PHOENIX - A freshman Arizona legislator said yesterday he will remain in office even though a state commission ordered him to forfeit his seat and pay other stiff penalties over campaign finance violations.
The Citizens Clean Elections Commission said Rep. David Burnell Smith overspent in his 2004 primary election campaign, which was financed with public money, by at least $6,000 and failed to file accurate campaign finance reports.
"I have not yet begun to fight. I think that the commission was wrong," Smith said. "I will do what I must do in a legal setting."
The five-member commission also ordered the 63-year-old Scottsdale Republican to pay a $10,000 civil penalty and repay $34,625 in public money used for his campaign.

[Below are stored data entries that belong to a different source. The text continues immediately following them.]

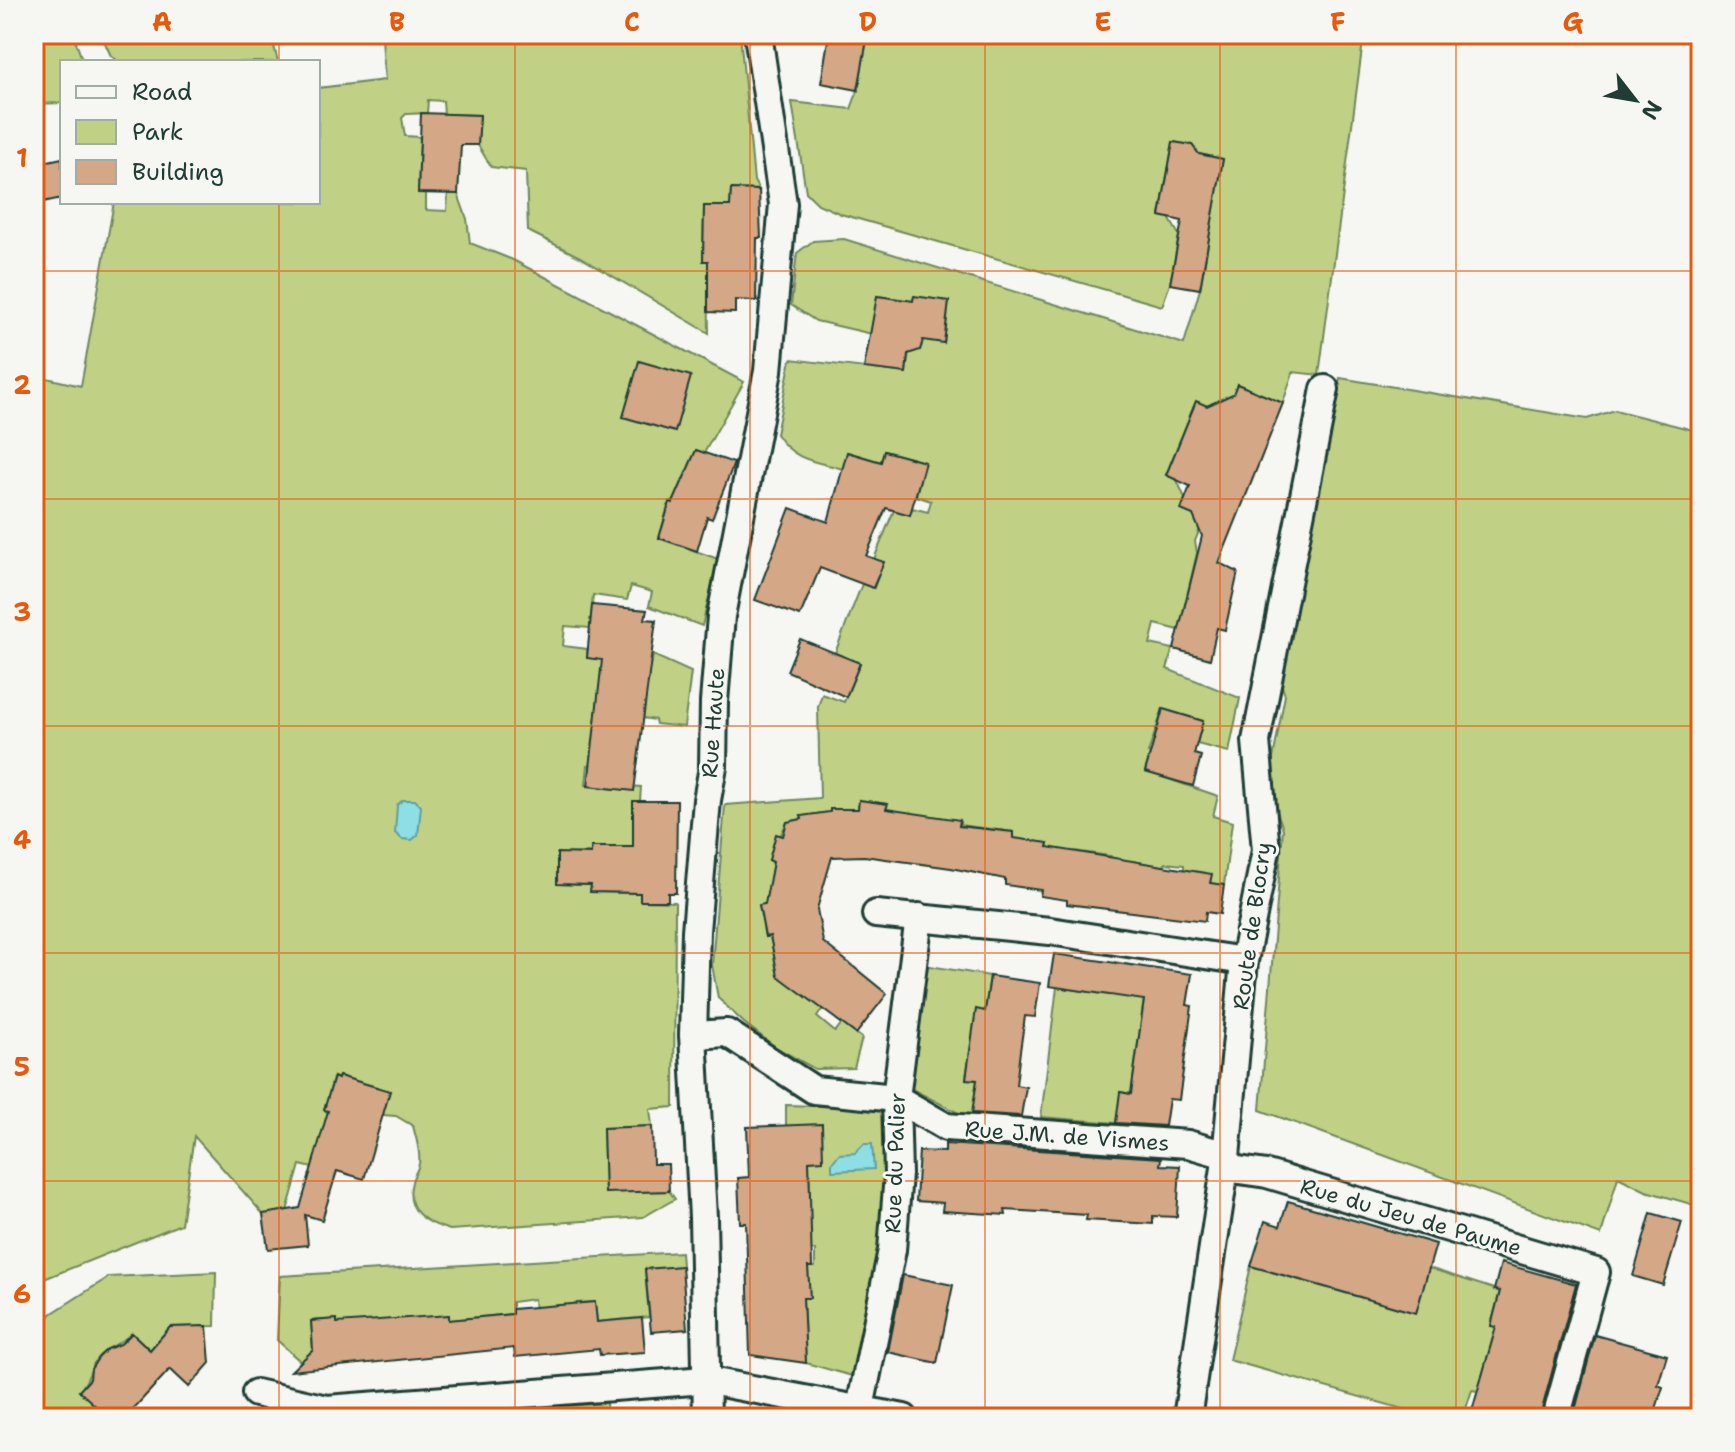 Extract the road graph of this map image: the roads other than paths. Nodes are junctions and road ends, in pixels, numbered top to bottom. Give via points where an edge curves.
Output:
1 (758, 34) edge
2 (1325, 389) dead end
3 (876, 914) dead end
4 (919, 917) junction
5 (1244, 961) junction
6 (693, 1035) junction
7 (896, 1098) junction
8 (1225, 1161) junction
9 (705, 1380) junction
10 (256, 1393) dead end
11 (860, 1408) junction
12 (707, 1418) edge
13 (904, 1418) edge
14 (1187, 1418) edge
15 (1556, 1418) edge

1 - 6 street, Rue Haute via 783,204 768,371 721,616
2 - 5 street, Route de Blocry via 1256,741 1266,850
3 - 4 street
4 - 5 street
4 - 7 street, Rue du Palier
5 - 8 street, Route de Blocry
6 - 7 street, Rue J.M. de Vismes via 727,1033 814,1090
6 - 9 street, Rue Haute
7 - 8 street, Rue J.M. de Vismes via 946,1127 1188,1144
7 - 11 street, Rue du Palier via 892,1250
8 - 14 street, Route de Blocry
8 - 15 street, Rue du Jeu de Paume via 1596,1272
9 - 10 street via 327,1409
9 - 11 street
9 - 12 street, Rue Haute
11 - 13 street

The penalty "seems pretty Draconian, but that's what the voters passed and it is the public's money," Commissioner Tracey Bardof said.
Smith would be the first public official removed from office because of a violation of the Clean Elections campaign system approved by Arizona voters in 1998.
Since then, candidates have run successfully with public funding for every state elected office. Maine has a similar funding system.
Forty-two of 90 current legislators and 10 of 11 statewide elected officials ran with public funding.
The commission's decision strengthened the Clean Elections system by putting future candidates who cheat on notice they could face several penalties, said Barbara Lubin, executive director of the Clean Elections Institute, a public campaign funding advocacy group.
Smith said he did not overspend and that errors he made in his reports don't warrant removal.